One obvious area in which Australia excels is resource extraction – mining, oil and gas, wind – and Brisbane-based Dingo is a major software player in those industries around the globe. The company provides predictive maintenance services on mining trucks, wind turbines and more for heavyweights such as Bombardier, Siemens, Rio Tinto, Hitachi and AngloAmerican, and is now looking to bring that software into the ADF.

"Dingo is currently managing the health of over $13 billion worth of heavy vehicles worldwide," Ron Parrello, Dingo's Managing Director Defence, said to ADM. "Mainly in mining, and we have a presence in Australia, Canada, the US, Chile and South Africa."

Dingo also has history in defence industry: Trakka's predecessor FleetOil was used to support oil sampling and health analysis of the Chinook fleet out of Oakey in the early 2000s.

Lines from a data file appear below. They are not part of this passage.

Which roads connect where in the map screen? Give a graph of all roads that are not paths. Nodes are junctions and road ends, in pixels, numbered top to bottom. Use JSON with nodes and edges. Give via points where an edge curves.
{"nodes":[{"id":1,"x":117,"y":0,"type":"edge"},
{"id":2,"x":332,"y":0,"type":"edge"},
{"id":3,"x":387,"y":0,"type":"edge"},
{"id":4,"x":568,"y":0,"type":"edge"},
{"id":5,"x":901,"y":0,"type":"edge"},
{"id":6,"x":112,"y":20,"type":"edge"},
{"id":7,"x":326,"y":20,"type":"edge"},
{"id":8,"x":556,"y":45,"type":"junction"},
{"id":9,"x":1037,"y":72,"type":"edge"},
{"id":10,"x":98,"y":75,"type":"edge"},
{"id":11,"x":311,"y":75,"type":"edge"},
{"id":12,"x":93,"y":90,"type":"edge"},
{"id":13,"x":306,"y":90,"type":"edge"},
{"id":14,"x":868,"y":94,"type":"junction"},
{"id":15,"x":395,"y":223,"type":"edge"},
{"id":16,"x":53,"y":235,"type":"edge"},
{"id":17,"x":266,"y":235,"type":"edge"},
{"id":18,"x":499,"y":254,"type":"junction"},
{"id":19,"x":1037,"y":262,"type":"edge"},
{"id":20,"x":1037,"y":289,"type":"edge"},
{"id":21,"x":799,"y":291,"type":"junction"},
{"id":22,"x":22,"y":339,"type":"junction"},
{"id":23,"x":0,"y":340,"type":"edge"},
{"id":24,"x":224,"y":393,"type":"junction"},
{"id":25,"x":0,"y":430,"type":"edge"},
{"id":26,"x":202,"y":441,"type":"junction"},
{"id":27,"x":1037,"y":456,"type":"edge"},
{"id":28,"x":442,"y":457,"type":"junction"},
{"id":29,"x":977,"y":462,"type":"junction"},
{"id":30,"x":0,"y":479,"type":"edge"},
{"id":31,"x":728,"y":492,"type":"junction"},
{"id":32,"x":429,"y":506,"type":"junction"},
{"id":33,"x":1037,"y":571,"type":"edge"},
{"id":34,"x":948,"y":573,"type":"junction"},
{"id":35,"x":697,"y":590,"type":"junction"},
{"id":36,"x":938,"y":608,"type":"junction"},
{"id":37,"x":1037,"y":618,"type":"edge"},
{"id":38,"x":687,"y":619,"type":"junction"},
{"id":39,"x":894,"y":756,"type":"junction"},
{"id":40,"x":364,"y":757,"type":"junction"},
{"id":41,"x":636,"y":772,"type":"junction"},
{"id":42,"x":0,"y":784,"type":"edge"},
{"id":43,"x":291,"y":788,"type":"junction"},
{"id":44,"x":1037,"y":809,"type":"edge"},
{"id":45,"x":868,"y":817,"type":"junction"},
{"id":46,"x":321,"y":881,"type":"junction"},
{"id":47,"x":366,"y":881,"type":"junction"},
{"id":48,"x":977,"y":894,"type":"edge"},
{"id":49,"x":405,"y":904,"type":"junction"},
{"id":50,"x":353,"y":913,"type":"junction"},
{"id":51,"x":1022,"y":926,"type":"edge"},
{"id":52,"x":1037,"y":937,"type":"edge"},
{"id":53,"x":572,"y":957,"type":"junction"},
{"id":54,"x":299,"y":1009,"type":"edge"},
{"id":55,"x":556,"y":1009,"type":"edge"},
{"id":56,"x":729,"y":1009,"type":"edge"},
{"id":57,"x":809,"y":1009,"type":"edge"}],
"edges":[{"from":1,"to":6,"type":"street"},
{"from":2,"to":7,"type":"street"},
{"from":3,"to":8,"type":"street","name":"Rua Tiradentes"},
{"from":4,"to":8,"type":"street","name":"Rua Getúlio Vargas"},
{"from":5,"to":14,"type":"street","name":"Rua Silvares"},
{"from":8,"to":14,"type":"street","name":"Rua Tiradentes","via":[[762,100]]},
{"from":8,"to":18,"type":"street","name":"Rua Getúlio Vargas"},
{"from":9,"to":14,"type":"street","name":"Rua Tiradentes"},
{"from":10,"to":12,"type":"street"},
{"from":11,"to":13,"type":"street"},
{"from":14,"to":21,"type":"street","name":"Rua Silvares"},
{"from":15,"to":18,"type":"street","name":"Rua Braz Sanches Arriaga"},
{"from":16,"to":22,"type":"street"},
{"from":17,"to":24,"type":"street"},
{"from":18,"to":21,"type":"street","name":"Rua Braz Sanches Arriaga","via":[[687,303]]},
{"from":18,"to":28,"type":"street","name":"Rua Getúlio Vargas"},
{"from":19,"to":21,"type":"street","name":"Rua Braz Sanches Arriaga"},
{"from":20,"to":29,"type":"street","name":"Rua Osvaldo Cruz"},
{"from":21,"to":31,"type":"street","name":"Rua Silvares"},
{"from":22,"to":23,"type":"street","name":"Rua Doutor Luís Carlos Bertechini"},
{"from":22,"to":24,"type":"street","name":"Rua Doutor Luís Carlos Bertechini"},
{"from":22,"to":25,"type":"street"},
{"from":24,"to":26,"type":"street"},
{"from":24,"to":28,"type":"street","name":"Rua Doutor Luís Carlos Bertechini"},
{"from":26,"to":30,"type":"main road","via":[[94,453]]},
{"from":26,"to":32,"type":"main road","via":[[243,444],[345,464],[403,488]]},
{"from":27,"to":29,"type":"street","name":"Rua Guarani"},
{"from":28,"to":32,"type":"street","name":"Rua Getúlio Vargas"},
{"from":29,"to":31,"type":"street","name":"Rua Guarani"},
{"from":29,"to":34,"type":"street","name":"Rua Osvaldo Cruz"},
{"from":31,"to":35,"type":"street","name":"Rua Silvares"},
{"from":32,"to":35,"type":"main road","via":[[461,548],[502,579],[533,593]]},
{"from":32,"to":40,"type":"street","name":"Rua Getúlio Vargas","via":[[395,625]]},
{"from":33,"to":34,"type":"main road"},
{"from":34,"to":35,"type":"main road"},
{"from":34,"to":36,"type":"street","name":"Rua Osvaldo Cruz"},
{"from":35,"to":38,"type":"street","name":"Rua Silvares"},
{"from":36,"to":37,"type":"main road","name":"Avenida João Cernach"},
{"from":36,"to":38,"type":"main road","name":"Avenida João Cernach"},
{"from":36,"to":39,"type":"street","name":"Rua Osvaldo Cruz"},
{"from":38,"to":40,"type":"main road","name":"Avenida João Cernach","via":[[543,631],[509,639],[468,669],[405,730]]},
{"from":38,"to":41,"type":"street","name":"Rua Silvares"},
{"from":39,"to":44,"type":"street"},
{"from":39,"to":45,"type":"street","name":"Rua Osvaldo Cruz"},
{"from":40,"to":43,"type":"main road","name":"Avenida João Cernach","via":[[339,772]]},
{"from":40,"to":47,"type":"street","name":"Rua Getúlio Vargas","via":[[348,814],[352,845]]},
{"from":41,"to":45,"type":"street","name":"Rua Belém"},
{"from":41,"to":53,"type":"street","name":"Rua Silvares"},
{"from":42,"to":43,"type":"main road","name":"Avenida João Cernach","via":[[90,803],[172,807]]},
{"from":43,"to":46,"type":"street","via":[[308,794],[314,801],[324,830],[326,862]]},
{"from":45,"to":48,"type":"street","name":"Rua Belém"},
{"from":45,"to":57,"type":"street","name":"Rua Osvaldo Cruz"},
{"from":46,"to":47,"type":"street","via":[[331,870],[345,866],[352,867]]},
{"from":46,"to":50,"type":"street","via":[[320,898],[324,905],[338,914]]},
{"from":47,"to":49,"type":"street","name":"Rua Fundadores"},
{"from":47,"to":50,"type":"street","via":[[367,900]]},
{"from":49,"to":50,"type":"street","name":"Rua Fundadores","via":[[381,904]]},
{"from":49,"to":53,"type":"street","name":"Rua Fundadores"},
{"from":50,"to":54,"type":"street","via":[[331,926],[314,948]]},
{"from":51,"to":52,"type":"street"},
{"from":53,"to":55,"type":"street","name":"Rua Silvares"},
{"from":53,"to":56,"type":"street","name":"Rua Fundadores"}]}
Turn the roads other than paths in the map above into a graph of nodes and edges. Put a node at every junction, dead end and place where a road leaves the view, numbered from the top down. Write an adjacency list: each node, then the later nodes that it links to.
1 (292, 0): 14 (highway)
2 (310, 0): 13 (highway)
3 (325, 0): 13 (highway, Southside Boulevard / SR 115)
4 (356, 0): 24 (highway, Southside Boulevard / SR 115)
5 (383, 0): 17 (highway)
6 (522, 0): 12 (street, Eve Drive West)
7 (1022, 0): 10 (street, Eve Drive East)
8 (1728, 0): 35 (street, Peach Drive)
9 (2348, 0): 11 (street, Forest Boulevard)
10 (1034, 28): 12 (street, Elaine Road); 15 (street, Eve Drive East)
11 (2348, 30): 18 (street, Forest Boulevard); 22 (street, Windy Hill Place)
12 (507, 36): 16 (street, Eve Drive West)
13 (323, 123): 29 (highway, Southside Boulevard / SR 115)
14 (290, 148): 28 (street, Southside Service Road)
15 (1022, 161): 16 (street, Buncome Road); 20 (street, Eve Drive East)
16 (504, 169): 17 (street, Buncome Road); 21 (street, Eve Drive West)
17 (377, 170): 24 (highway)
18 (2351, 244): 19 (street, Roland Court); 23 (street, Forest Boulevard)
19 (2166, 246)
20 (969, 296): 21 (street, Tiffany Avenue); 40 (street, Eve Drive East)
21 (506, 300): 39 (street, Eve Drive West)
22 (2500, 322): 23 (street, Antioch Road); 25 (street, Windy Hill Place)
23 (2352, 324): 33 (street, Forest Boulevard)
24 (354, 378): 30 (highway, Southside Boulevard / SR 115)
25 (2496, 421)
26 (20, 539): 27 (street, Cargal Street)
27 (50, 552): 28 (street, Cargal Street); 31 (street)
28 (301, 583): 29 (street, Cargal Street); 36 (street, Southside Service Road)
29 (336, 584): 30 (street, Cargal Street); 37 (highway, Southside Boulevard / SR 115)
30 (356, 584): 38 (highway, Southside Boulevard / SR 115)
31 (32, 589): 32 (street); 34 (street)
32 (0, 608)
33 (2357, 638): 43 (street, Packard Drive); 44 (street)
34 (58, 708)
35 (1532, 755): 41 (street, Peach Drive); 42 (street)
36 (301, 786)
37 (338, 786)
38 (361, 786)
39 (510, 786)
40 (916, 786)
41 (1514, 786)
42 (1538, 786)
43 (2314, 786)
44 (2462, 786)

Now, Dingo's cloud-based Trakka software monitors the wear and tear on heavy vehicles and assets and is able to integrate into existing enterprise resource planning systems such as SAP S/4HANA, which is currently deploying as the base ERP system across the whole Australian government.

"Trakka analyses information from multiple sources," Parrello explained. "It could be an oil sample, vibration analysis, or heat monitoring, and all that information is recorded in the ERP and given to Dingo to put through Trakka and run predictive analysis.”

"Trakka has profiles of each type of equipment it supports. So regardless of whether it’s a wind turbine or the gearbox on a truck or a military vehicle, the software looks for deviations from the norm."

According to Parrello, Dingo's move into defence is motivated by the current pace of vehicle replacements happening in the ADF, which includes huge programs such as Land 400 and Land 121.

"Army's maintenance program on those older vehicles is built around scheduled maintenance and failure repair," Parrello said. "But with new and modern platforms coming in, there's an opportunity to bring the intelligence within the vehicles' health and usage monitoring systems (HUMS) into Trakka to provide usable information for operators."

The company believes that its expertise and experience in mining translates into Defence, which is the largest operator of oversize and over-mass vehicles in the country.

"The mining industry has large vehicles and lots of them," Parrello said. "Defence has a similar equipment profile. It makes sense that the equipment can be monitored in the same way."

Currently, Dingo is partnered with ECLIPS Logistics on a contract with the Defence Innovation Hub to work on a condition-based maintenance support system, and is looking to work with ECLIPS and other OEMs on using Trakka as part of similar support systems for existing and future vehicle fleets.

"We have a commercial off-the-shelf version of Trakka we'd offer for the in-service fleets, which is essentially what we use in mining but configured for Defence," Parrello said. "Certainly the Land 121 Phase 3B vehicles, assisting in maintaining the ASLAV fleet until its withdrawal from service, the Bushmasters, and potentially helping maintain the M113s until they're withdrawn as well. We could deploy it across 100-200 vehicles in six weeks.

"With new projects, we're looking to assist Hanwha Defense Australia on the self-propelled guns under Land 8116 and we're supporting its bid for Land 400 Phase 3, specifically with the off-board health and usage monitoring system."

According to Parrello, the company is looking forward to engaging with Army and industry at Land Forces next week, and also has an eye on the US Army's SPARTN program.

"That's bringing predictive maintenance into robotic combat vehicles," Parrello said. "By extension, we would look at the same equivalent program here in Australia."